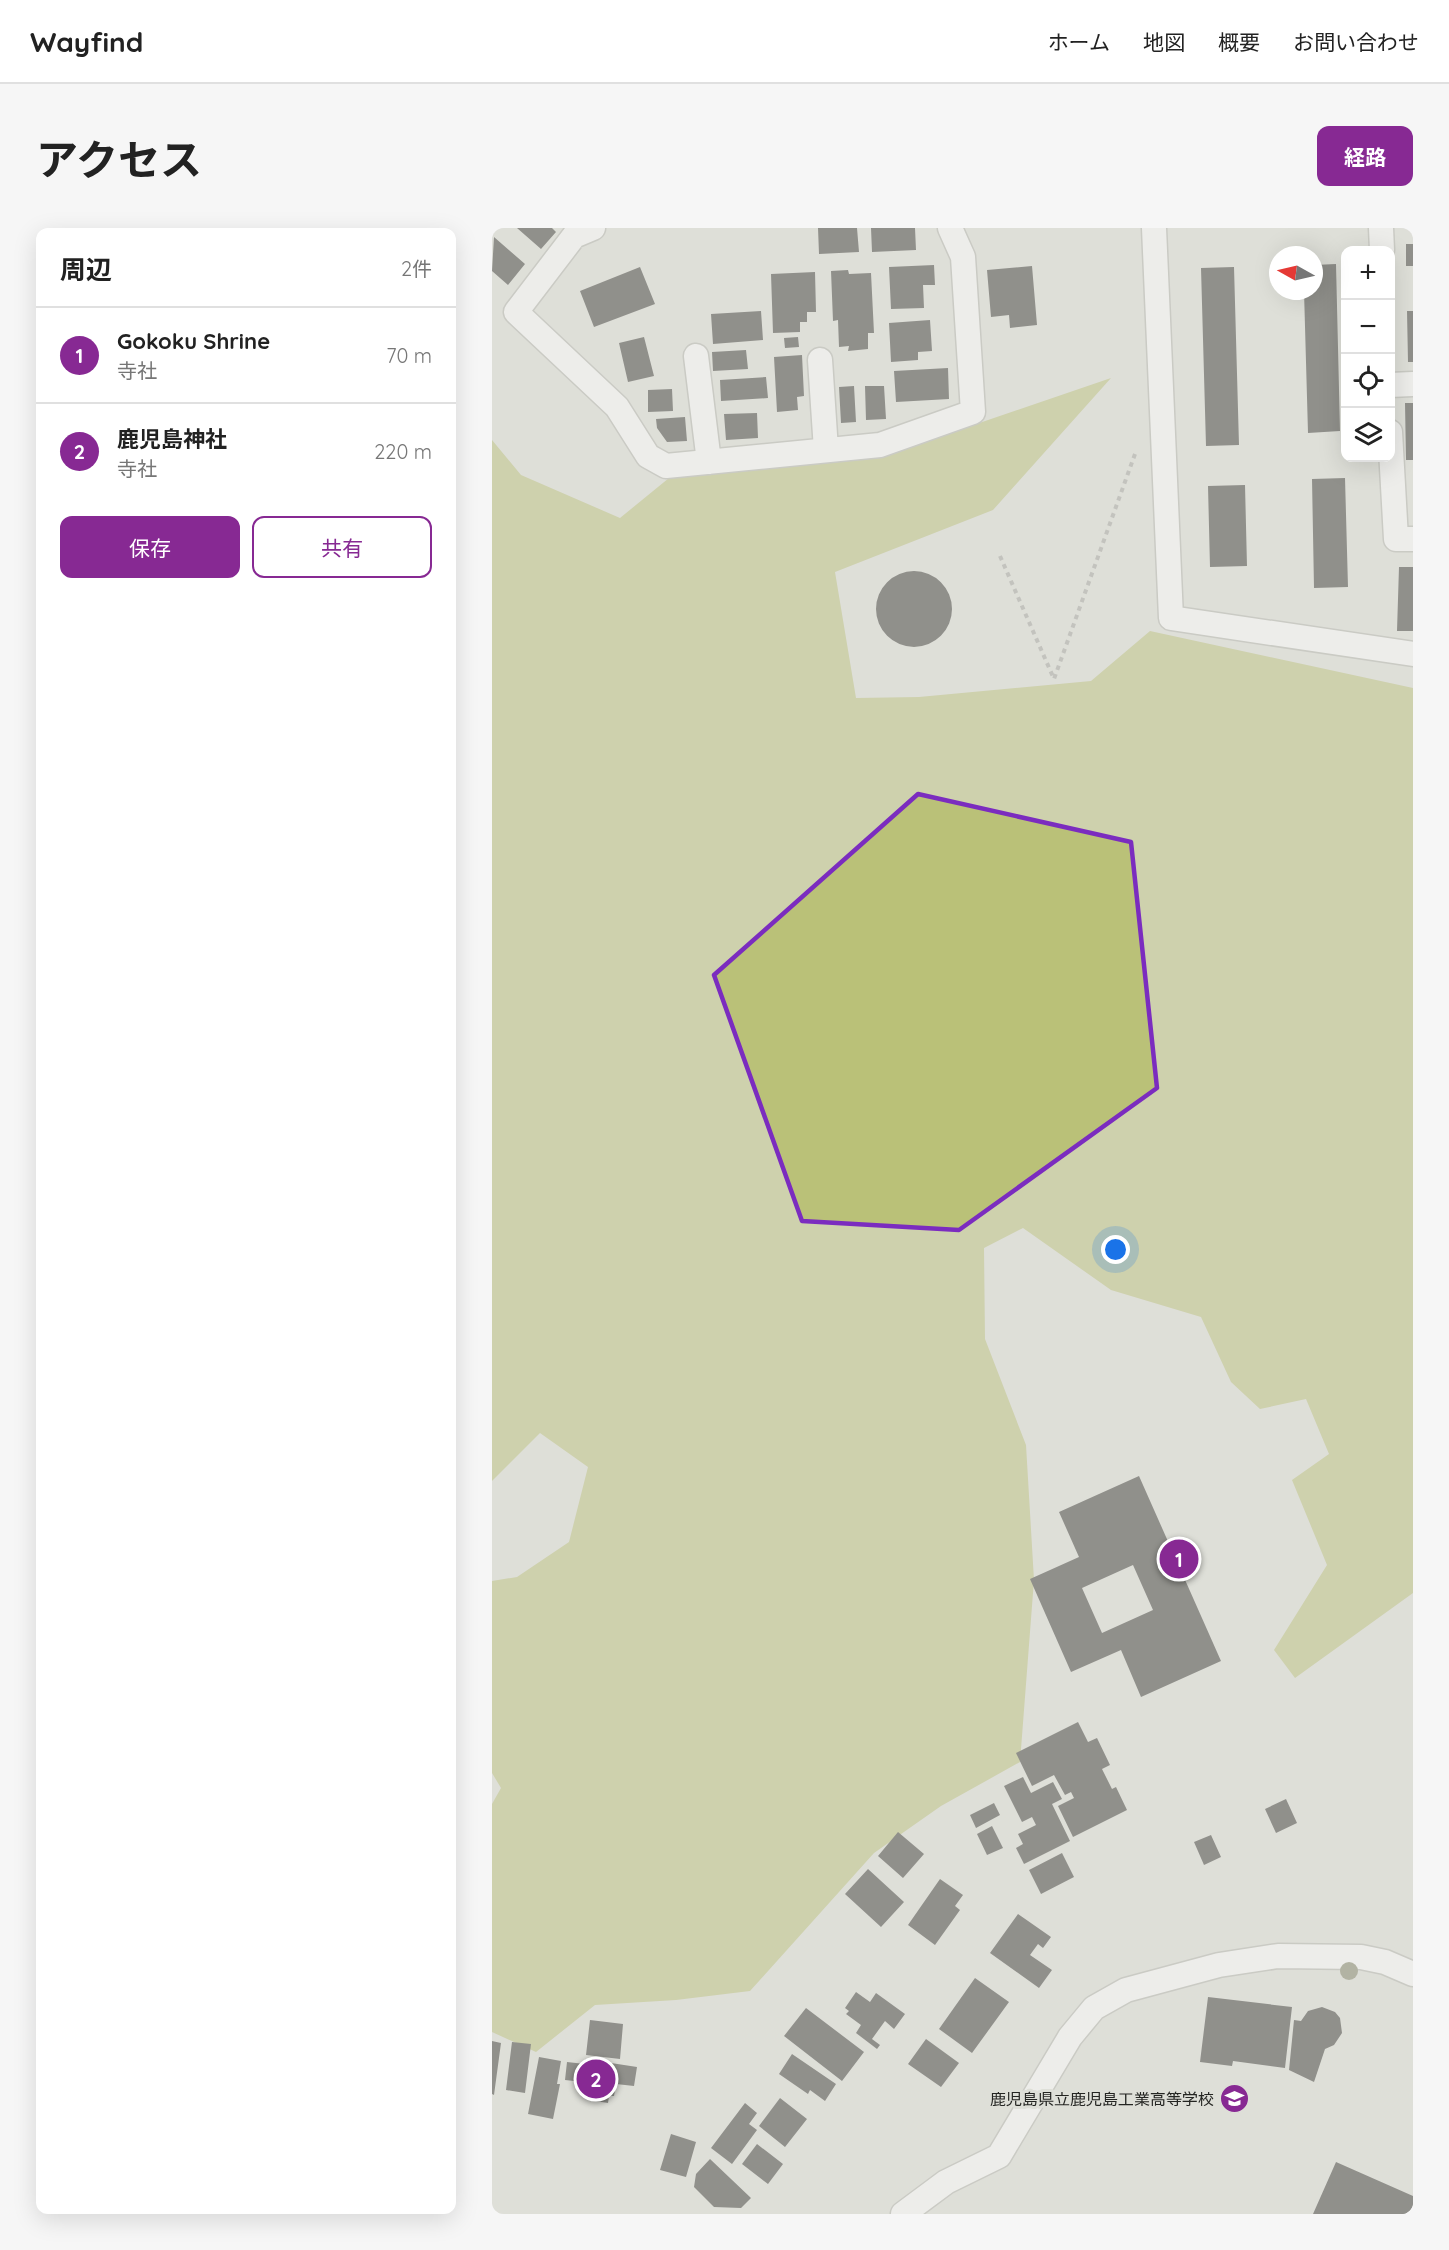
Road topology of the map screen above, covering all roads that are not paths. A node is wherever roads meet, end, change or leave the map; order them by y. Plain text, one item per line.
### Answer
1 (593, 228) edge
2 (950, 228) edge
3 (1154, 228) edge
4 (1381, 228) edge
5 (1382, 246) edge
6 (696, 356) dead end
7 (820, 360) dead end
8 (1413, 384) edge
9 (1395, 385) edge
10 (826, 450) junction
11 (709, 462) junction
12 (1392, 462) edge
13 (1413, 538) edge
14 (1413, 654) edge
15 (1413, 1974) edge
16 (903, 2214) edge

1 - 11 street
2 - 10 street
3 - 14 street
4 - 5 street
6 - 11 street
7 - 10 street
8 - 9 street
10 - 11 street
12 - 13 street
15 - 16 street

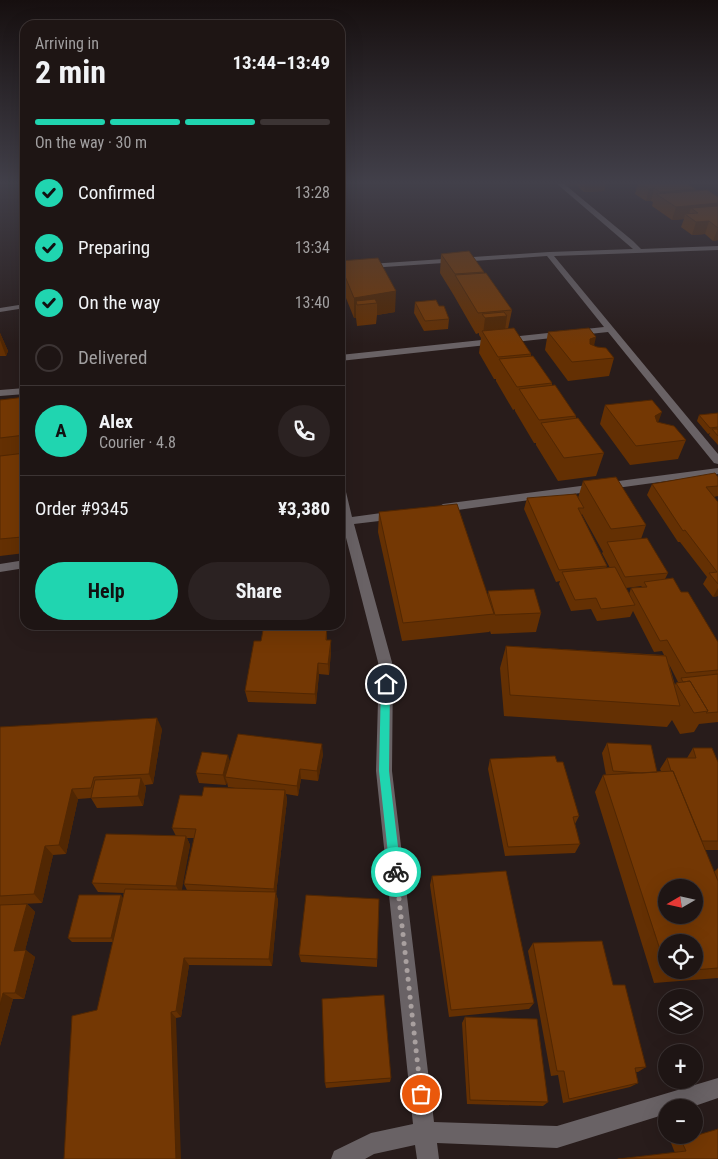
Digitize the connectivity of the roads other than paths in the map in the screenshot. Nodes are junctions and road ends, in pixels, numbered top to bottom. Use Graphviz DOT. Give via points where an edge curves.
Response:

**ASSIGNMENT**
The whole listing above needs to be copied exactly; please keep the pictures out.

**TASK SOLUTION**
Road topology of the map screen above, covering all roads that are not paths. A node is wherever roads meet, end, change or leave the map; order them by y. Plain text, one item per line.
### Answer
1 (593, 228) edge
2 (950, 228) edge
3 (1154, 228) edge
4 (1381, 228) edge
5 (1382, 246) edge
6 (696, 356) dead end
7 (820, 360) dead end
8 (1413, 384) edge
9 (1395, 385) edge
10 (826, 450) junction
11 (709, 462) junction
12 (1392, 462) edge
13 (1413, 538) edge
14 (1413, 654) edge
15 (1413, 1974) edge
16 (903, 2214) edge

1 - 11 street
2 - 10 street
3 - 14 street
4 - 5 street
6 - 11 street
7 - 10 street
8 - 9 street
10 - 11 street
12 - 13 street
15 - 16 street

Digitize the connectivity of the roads other than paths in the map in the screenshot. Nodes are junctions and road ends, in pixels, numbered top to bottom. Use Graphviz DOT. Give via points where an edge curves.
Response:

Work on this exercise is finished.